# Task directions:
Scan the data below and state the number of lines that include the word "edges", adding no comment.

::::::::

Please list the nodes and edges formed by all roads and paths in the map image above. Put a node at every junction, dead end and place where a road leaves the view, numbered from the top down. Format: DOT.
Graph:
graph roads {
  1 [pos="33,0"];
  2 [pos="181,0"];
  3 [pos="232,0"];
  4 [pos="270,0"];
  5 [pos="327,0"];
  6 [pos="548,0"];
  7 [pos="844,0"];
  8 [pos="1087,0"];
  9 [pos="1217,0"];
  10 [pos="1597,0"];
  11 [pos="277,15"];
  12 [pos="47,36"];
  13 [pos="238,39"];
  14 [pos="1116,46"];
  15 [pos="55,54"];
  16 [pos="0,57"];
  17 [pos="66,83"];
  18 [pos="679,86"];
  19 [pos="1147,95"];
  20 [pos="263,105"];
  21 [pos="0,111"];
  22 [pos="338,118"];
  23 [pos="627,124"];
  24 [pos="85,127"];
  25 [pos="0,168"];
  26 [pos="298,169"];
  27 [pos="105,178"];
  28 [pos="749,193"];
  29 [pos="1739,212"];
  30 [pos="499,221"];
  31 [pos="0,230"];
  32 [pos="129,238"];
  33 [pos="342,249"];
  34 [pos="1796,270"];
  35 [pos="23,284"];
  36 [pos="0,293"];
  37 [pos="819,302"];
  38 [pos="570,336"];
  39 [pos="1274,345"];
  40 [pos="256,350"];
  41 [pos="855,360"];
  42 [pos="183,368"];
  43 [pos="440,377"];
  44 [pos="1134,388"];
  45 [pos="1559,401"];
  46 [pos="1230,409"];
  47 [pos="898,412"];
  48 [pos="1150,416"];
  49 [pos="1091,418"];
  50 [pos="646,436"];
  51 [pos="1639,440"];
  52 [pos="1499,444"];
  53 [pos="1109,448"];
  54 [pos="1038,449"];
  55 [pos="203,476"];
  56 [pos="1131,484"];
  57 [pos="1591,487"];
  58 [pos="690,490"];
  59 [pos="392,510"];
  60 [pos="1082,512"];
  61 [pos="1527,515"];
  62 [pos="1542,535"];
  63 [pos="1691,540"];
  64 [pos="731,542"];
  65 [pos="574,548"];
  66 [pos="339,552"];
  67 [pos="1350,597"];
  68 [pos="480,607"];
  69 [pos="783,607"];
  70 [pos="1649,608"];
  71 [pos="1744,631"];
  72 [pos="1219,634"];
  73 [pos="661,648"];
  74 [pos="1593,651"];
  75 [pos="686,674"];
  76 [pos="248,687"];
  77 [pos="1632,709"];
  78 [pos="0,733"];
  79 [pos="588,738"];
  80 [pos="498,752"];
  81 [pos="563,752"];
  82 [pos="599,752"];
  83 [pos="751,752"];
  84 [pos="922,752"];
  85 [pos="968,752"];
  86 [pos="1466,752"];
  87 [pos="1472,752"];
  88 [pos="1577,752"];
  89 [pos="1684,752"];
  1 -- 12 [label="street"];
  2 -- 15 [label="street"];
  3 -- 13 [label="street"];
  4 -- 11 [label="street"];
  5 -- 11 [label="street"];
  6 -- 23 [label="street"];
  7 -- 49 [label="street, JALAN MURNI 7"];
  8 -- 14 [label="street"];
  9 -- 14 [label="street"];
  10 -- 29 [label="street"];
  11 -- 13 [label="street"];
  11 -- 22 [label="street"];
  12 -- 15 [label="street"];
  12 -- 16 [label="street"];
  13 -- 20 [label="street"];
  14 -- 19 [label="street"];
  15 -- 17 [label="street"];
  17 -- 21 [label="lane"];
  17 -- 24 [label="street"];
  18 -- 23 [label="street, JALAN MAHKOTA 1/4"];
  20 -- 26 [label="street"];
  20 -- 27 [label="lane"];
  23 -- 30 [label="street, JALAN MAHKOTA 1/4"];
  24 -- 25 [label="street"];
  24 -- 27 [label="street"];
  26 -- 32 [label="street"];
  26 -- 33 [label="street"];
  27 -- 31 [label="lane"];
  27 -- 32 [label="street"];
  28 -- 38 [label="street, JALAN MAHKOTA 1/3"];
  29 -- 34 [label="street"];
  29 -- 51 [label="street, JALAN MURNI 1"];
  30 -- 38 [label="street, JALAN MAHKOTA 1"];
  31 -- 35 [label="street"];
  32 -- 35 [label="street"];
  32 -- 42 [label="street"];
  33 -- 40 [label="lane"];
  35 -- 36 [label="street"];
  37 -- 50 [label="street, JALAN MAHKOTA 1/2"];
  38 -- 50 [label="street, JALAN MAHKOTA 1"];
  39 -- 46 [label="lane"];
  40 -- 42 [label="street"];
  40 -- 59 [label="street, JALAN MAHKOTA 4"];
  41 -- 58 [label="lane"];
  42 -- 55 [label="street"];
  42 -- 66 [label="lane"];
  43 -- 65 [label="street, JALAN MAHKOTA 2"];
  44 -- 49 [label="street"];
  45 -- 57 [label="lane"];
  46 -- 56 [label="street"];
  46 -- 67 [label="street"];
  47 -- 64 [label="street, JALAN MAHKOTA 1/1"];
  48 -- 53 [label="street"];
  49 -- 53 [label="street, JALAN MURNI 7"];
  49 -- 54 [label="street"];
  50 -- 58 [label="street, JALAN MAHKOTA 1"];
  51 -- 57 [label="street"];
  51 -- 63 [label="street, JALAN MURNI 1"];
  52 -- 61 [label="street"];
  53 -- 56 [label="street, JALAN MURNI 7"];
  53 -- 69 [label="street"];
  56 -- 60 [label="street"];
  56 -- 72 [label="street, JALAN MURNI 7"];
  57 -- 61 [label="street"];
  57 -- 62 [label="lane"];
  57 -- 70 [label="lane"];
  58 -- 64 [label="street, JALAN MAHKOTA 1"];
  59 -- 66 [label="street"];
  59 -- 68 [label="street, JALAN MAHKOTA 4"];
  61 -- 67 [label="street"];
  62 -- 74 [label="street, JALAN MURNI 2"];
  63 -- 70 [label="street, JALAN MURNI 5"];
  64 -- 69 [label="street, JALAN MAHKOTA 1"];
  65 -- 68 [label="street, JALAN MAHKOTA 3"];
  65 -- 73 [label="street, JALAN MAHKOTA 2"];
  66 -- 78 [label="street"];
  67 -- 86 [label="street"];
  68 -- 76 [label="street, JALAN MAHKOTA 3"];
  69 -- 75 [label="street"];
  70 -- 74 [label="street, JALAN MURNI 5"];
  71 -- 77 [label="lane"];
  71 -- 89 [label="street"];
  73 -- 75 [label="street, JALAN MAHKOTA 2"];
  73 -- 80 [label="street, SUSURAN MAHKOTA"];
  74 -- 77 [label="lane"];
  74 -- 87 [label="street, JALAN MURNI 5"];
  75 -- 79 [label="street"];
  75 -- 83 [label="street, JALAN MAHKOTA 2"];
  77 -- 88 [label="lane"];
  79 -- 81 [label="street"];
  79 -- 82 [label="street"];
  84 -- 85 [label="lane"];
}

::::::::

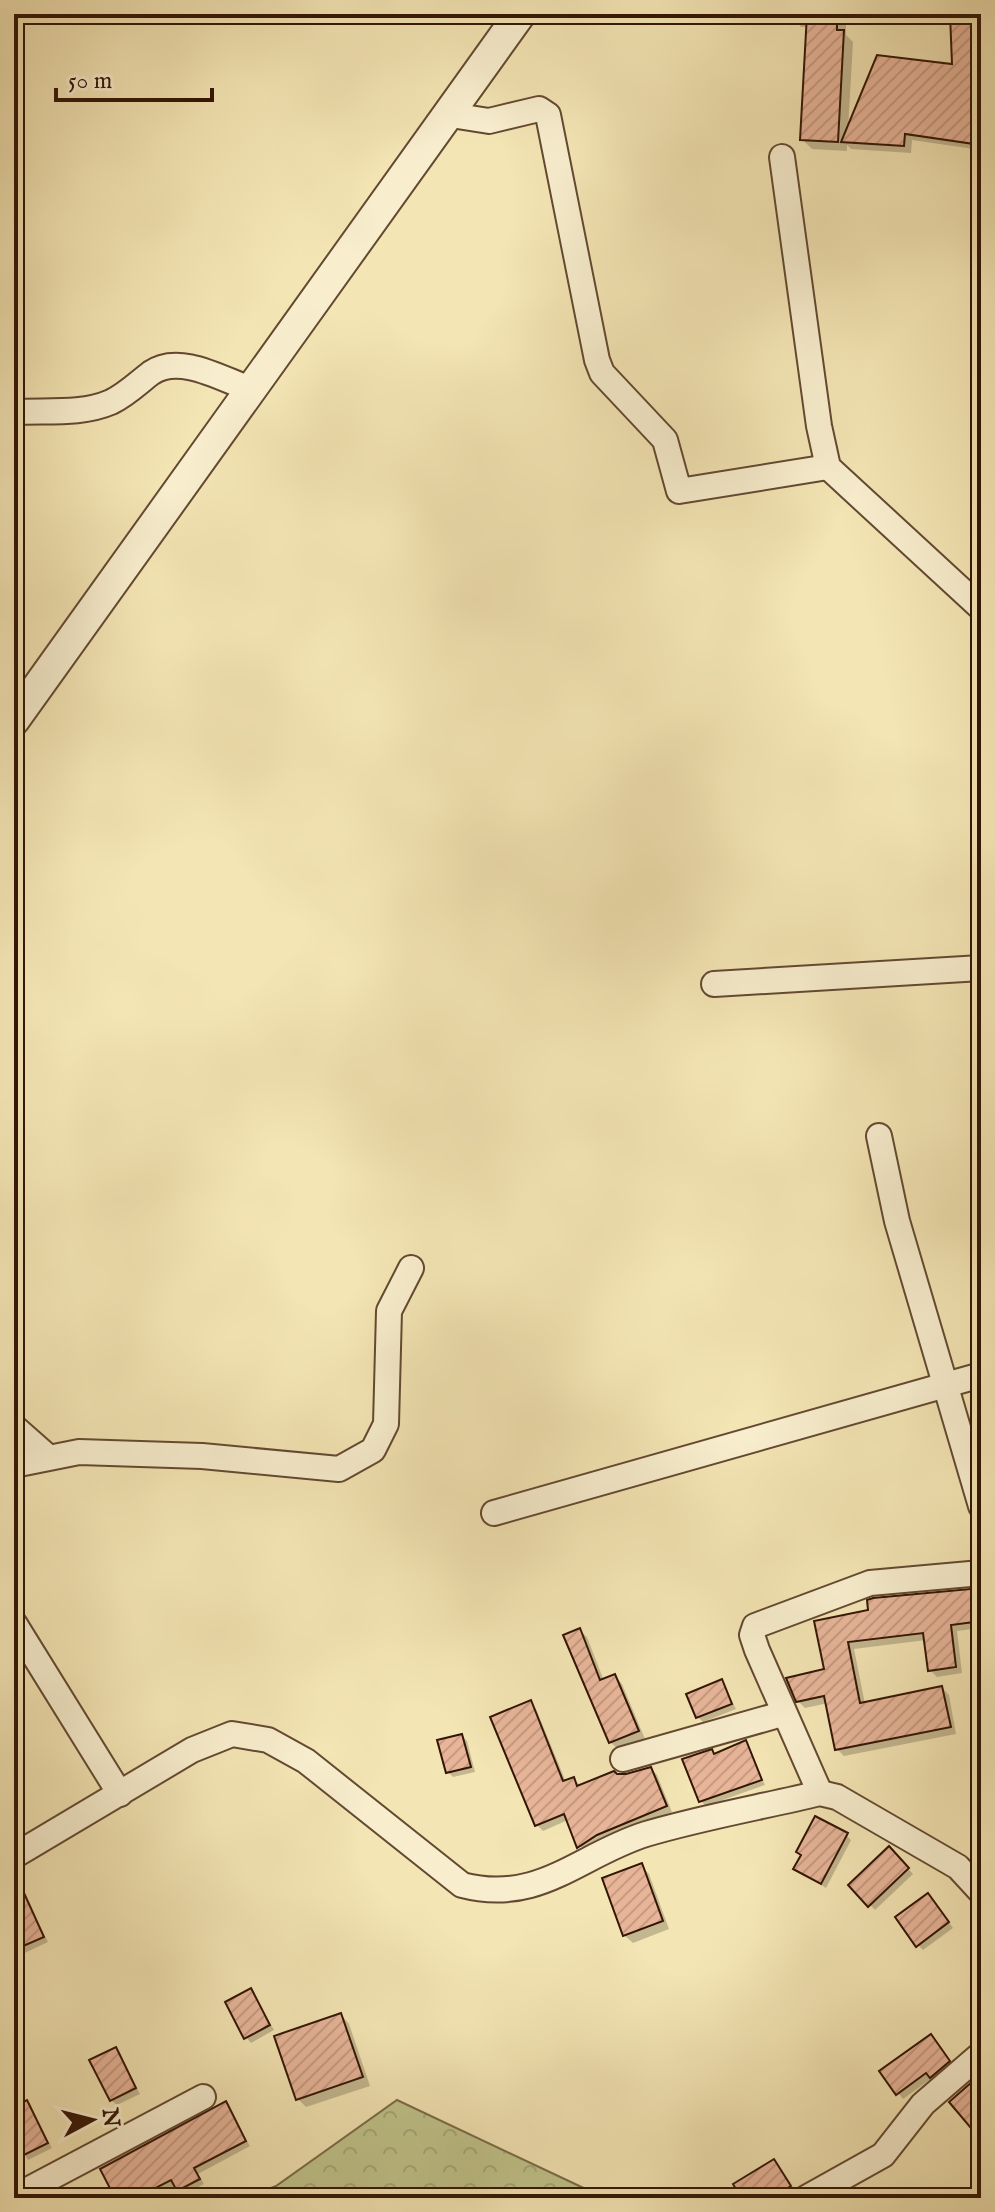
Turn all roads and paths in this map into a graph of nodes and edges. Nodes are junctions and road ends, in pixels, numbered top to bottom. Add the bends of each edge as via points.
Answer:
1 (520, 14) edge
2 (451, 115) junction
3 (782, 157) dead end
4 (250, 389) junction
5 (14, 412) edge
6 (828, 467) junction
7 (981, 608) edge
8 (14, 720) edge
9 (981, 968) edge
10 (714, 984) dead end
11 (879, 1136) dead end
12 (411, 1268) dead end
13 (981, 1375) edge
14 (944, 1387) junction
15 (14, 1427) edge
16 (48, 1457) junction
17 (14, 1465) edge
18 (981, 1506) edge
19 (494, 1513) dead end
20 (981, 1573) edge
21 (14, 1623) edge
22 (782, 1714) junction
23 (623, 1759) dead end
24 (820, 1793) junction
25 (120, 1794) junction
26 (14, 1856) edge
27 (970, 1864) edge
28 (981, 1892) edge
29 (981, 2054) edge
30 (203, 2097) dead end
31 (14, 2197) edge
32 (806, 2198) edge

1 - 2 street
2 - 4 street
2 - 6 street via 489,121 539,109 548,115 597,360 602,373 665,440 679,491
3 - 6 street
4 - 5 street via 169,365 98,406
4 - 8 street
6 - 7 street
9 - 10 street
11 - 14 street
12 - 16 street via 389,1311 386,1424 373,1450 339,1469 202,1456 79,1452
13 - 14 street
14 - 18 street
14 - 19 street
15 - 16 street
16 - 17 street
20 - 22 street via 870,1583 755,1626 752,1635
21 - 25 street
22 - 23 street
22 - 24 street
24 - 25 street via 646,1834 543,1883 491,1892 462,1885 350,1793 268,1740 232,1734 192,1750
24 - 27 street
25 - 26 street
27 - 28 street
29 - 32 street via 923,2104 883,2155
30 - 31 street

::::::::

# Your response:
2